WHAT IS EXPECTED: If a line of the entries below includes the word "Rogalandgata", it counts; state the total and nothing further.

(Records drawn from a dataset)
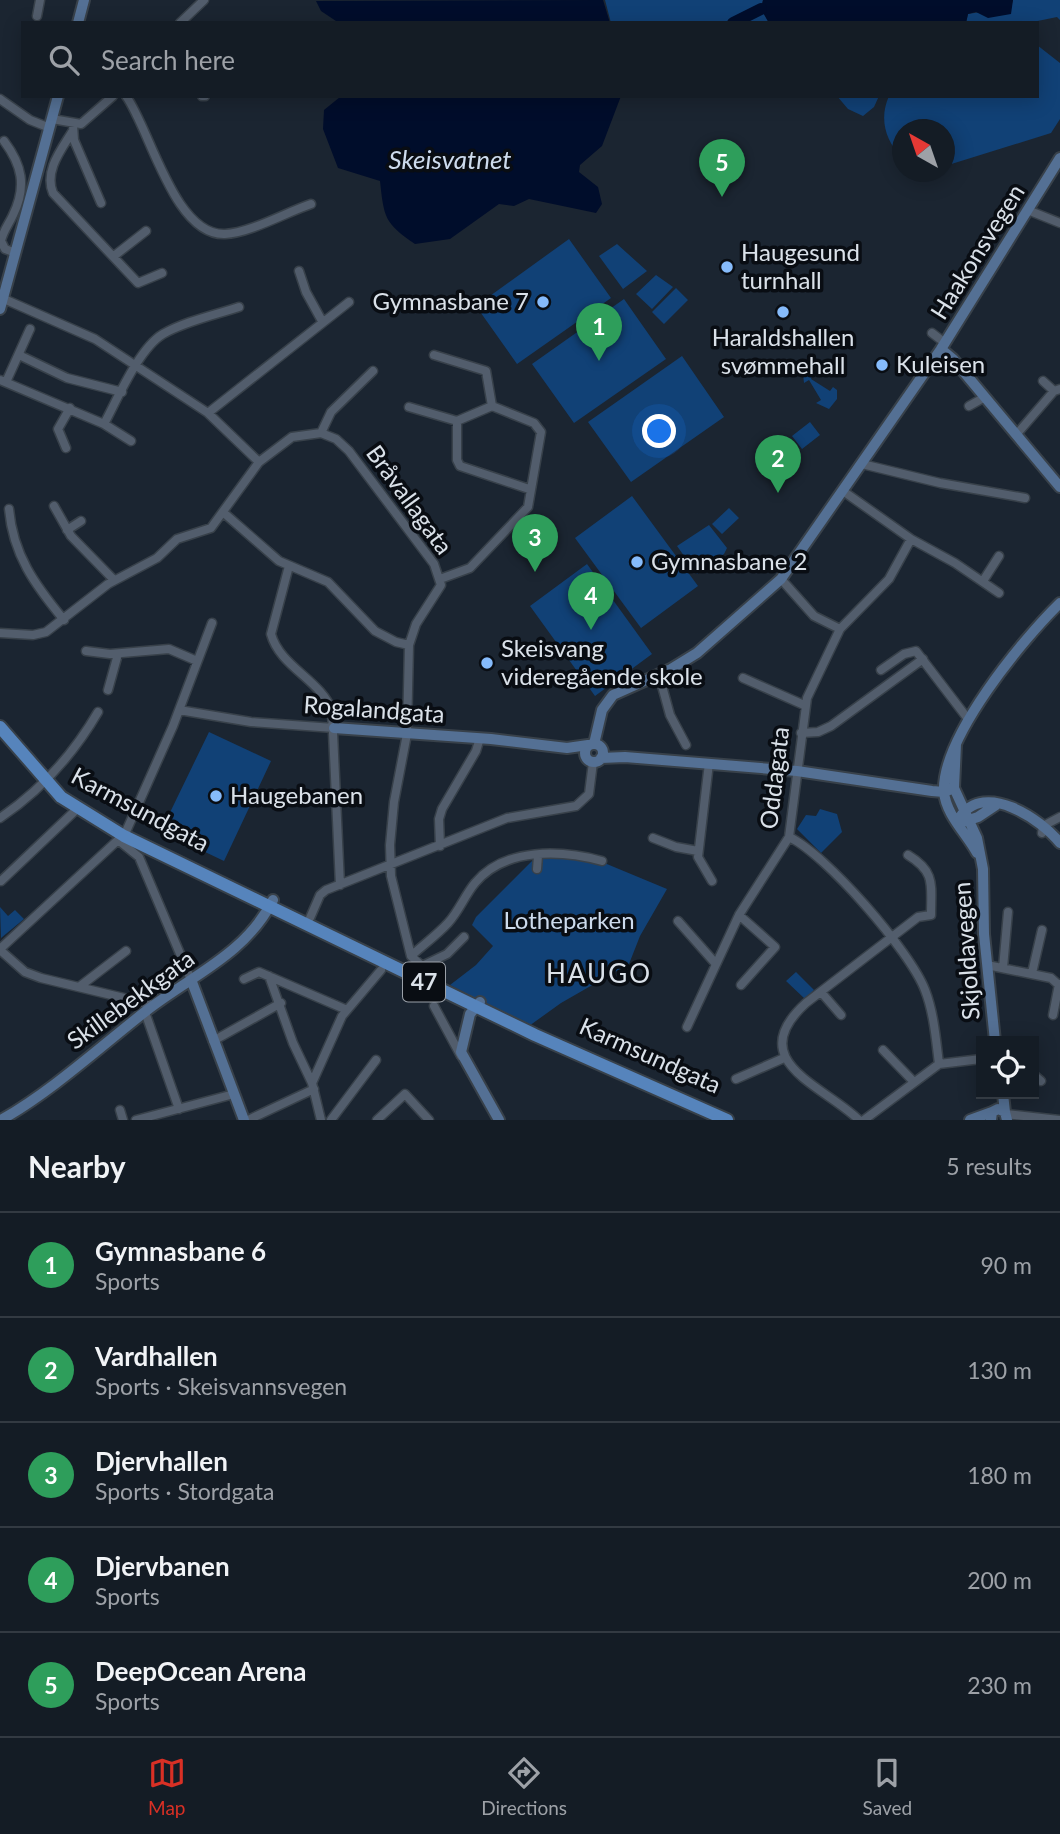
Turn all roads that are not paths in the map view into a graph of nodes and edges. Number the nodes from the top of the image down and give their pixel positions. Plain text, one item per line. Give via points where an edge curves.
1 (40, 0) edge
2 (84, 0) edge
3 (204, 0) edge
4 (37, 16) dead end
5 (79, 21) edge
6 (182, 21) edge
7 (57, 98) edge
8 (111, 98) edge
9 (127, 98) edge
10 (0, 99) edge
11 (51, 123) junction
12 (73, 129) junction
13 (4, 141) dead end
14 (1060, 158) edge
15 (101, 203) dead end
16 (307, 203) dead end
17 (1030, 211) junction
18 (1060, 223) edge
19 (146, 231) dead end
20 (16, 253) junction
21 (114, 256) junction
22 (299, 271) dead end
23 (162, 273) dead end
24 (349, 302) dead end
25 (2, 304) edge
26 (239, 307) dead end
27 (322, 321) junction
28 (30, 329) dead end
29 (932, 333) dead end
30 (943, 346) junction
31 (19, 355) junction
32 (434, 355) dead end
33 (137, 366) junction
34 (373, 370) dead end
35 (3, 381) edge
36 (1043, 381) dead end
37 (1057, 390) edge
38 (122, 392) junction
39 (985, 397) junction
40 (492, 406) junction
41 (969, 406) dead end
42 (409, 407) dead end
43 (69, 408) junction
44 (208, 413) junction
45 (457, 421) junction
46 (104, 424) junction
47 (321, 433) junction
48 (1016, 435) junction
49 (131, 441) dead end
50 (66, 448) dead end
51 (259, 461) junction
52 (862, 464) junction
53 (1060, 487) edge
54 (529, 489) junction
55 (843, 491) junction
56 (1025, 498) dead end
57 (54, 506) dead end
58 (9, 509) dead end
59 (223, 513) junction
60 (80, 521) dead end
61 (67, 530) junction
62 (911, 539) junction
63 (999, 556) dead end
64 (289, 566) junction
65 (440, 579) junction
66 (781, 579) junction
67 (114, 580) junction
68 (983, 581) junction
69 (999, 593) dead end
70 (1060, 594) edge
71 (1060, 603) edge
72 (1048, 614) junction
73 (64, 620) junction
74 (212, 623) dead end
75 (839, 629) junction
76 (0, 633) edge
77 (409, 645) junction
78 (86, 651) dead end
79 (118, 653) junction
80 (923, 659) junction
81 (197, 661) junction
82 (881, 670) dead end
83 (659, 675) junction
84 (743, 678) dead end
85 (108, 690) dead end
86 (804, 705) junction
87 (179, 710) junction
88 (98, 712) dead end
89 (968, 719) junction
90 (0, 727) edge
91 (334, 728) junction
92 (801, 733) junction
93 (407, 734) junction
94 (480, 738) junction
95 (686, 745) dead end
96 (594, 753) junction
97 (709, 763) junction
98 (797, 771) junction
99 (48, 784) junction
100 (948, 788) junction
101 (78, 808) junction
102 (967, 816) junction
103 (0, 818) edge
104 (1060, 819) edge
105 (957, 822) junction
106 (1045, 830) junction
107 (123, 836) junction
108 (789, 836) junction
109 (653, 838) dead end
110 (1060, 845) edge
111 (440, 846) junction
112 (698, 851) junction
113 (908, 855) dead end
114 (538, 856) junction
115 (981, 858) junction
116 (603, 861) dead end
117 (390, 867) junction
118 (537, 869) dead end
119 (1, 881) edge
120 (712, 881) dead end
121 (340, 885) junction
122 (272, 904) junction
123 (1008, 912) dead end
124 (739, 915) junction
125 (310, 918) junction
126 (678, 921) dead end
127 (1042, 930) dead end
128 (464, 937) dead end
129 (891, 938) junction
130 (0, 950) edge
131 (126, 951) dead end
132 (411, 956) junction
133 (716, 964) junction
134 (986, 965) junction
135 (1003, 968) junction
136 (382, 970) dead end
137 (1032, 974) junction
138 (270, 976) junction
139 (244, 978) dead end
140 (192, 982) junction
141 (741, 985) dead end
142 (1059, 985) edge
143 (79, 988) junction
144 (821, 992) junction
145 (130, 1000) junction
146 (281, 1003) junction
147 (434, 1006) dead end
148 (479, 1006) junction
149 (347, 1010) junction
150 (147, 1011) junction
151 (841, 1015) dead end
152 (1053, 1015) dead end
153 (687, 1027) dead end
154 (994, 1036) edge
155 (214, 1041) junction
156 (883, 1050) dead end
157 (784, 1058) junction
158 (463, 1059) junction
159 (376, 1060) dead end
160 (976, 1060) edge
161 (939, 1064) junction
162 (736, 1079) dead end
163 (914, 1082) junction
164 (313, 1086) junction
165 (234, 1094) junction
166 (179, 1109) junction
167 (120, 1110) dead end
168 (1001, 1115) edge
169 (4, 1119) edge
170 (123, 1120) edge
171 (136, 1120) edge
172 (246, 1120) edge
173 (321, 1120) edge
174 (331, 1120) edge
175 (377, 1120) edge
176 (429, 1120) edge
177 (499, 1120) edge
178 (727, 1120) edge
179 (739, 1120) edge
180 (862, 1120) edge
181 (970, 1120) edge
182 (1059, 1120) edge

1 - 4 street
2 - 5 street
3 - 6 street
7 - 11 street
8 - 12 street
9 - 16 street via 160,170 205,229 226,234
10 - 11 street via 30,120
11 - 12 street
11 - 20 street
12 - 15 street
12 - 21 street via 52,170 50,186
13 - 20 street via 19,163 22,178 17,206 2,236 5,248
14 - 17 street, Haakonsvegen
17 - 18 street
17 - 30 street, Haakonsvegen
19 - 21 street
20 - 25 street
21 - 23 street via 138,282
22 - 27 street
24 - 27 street
25 - 33 street via 85,333
26 - 33 street via 162,334
27 - 44 street
28 - 31 street
29 - 30 street
30 - 39 street, Haakonsvegen
30 - 52 street
31 - 35 street
31 - 38 street via 67,378
32 - 40 street via 486,371
33 - 38 street
33 - 44 street
34 - 47 street via 331,412
35 - 43 street
36 - 37 street
37 - 48 street
38 - 46 street
39 - 41 street
39 - 48 street, Haakonsvegen
40 - 45 street
40 - 54 street via 540,427
42 - 45 street
43 - 46 street
43 - 50 street via 58,429
44 - 51 street
45 - 54 street via 460,466
46 - 49 street
47 - 51 street via 292,438
47 - 65 street, Bråvallagata via 349,451 434,564
48 - 53 street, Haakonsvegen
51 - 59 street
52 - 55 street
52 - 56 street
54 - 65 street via 527,507 470,568
55 - 62 street
55 - 66 street
57 - 61 street
58 - 73 street via 23,565
59 - 64 street
59 - 67 street via 211,528 177,539 157,558
60 - 61 street
61 - 67 street
62 - 68 street
62 - 75 street, Oddagata via 889,579
63 - 68 street
64 - 77 street via 321,577 375,631
64 - 91 street via 271,634 280,652 330,705
65 - 77 street, Bråvallagata via 438,592 416,624
66 - 75 street via 814,616
66 - 83 street via 712,643
67 - 73 street
68 - 69 street
70 - 72 street, Skjoldavegen
71 - 72 street, Skjoldavegen
72 - 89 street, Skjoldavegen
73 - 76 street via 40,634
74 - 81 street
75 - 86 street, Oddagata
77 - 93 street, Bråvallagata
78 - 79 street
79 - 81 street via 169,649
79 - 85 street
80 - 82 street via 911,651
80 - 89 street
80 - 92 street via 831,726
81 - 87 street
83 - 95 street via 670,715
83 - 96 street via 621,690 607,702
84 - 86 street
86 - 92 street, Oddagata
87 - 91 street, Rogalandgata via 251,722
87 - 107 street
88 - 99 street
89 - 100 street, Skjoldavegen via 957,744
90 - 99 main road, 47
91 - 93 street, Rogalandgata
91 - 121 street
92 - 98 street, Oddagata
93 - 94 street, Rogalandgata
93 - 117 street, Bråvallagata via 394,802
94 - 96 street, Rogalandgata
94 - 111 street via 442,809
96 - 97 street
96 - 111 street via 589,794 576,806 525,813
97 - 98 street
97 - 112 street
98 - 100 street
98 - 108 street, Oddagata
99 - 101 main road, Karmsundgata / 47
99 - 103 street
99 - 107 main road, Karmsundgata / 47
100 - 102 street, Skjoldavegen
100 - 105 street, Skjoldavegen
101 - 107 main road, Karmsundgata / 47
101 - 119 street
102 - 105 street
102 - 106 street via 996,804 1012,808
102 - 115 street, Skjoldavegen
104 - 106 street
105 - 115 street, Skjoldavegen
106 - 110 street
107 - 122 main road, Karmsundgata / 47
107 - 130 street
107 - 140 street via 139,857
108 - 124 street, Oddagata
108 - 129 street via 818,856
109 - 112 street
111 - 117 street
112 - 120 street via 700,864
113 - 129 street via 930,875 931,915 918,917
114 - 116 street via 578,855
114 - 118 street
114 - 132 street via 516,856 482,876 449,922
115 - 134 street, Skjoldavegen
117 - 121 street
117 - 132 street, Bråvallagata
121 - 125 street via 320,895
122 - 125 main road, Karmsundgata / 47
122 - 140 street, Skillebekkgata via 242,944
122 - 148 main road, Karmsundgata / 47
123 - 135 street
124 - 133 street, Oddagata
124 - 141 street via 775,947
125 - 148 main road, Karmsundgata / 47
126 - 133 street
127 - 137 street
128 - 132 street via 447,954 422,966
129 - 144 street
129 - 161 street via 925,991
130 - 143 street via 25,972
131 - 143 street
133 - 153 street, Oddagata
134 - 135 street
134 - 154 street, Skjoldavegen
135 - 137 street
136 - 149 street
137 - 142 street
138 - 139 street via 259,972
138 - 146 street
138 - 149 street
140 - 150 street, Skillebekkgata
140 - 155 street
142 - 152 street
143 - 145 street
144 - 151 street
144 - 157 street via 791,1019 783,1040
145 - 150 street
145 - 150 street
146 - 155 street
146 - 164 street via 293,1044
147 - 158 street
148 - 158 street via 463,1041
148 - 178 main road, Karmsundgata / 47
148 - 179 main road, Karmsundgata / 47
149 - 164 street
150 - 166 street
150 - 169 street, Skillebekkgata
155 - 165 street
156 - 163 street
157 - 162 street
157 - 180 street via 794,1072
158 - 177 street
159 - 174 street
160 - 161 street
161 - 163 street
163 - 180 street
164 - 172 street
164 - 173 street
165 - 166 street
165 - 172 street
166 - 171 street
167 - 170 street
168 - 181 street
168 - 182 street
175 - 176 street via 405,1094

ANSWER FOR THE TASK: 4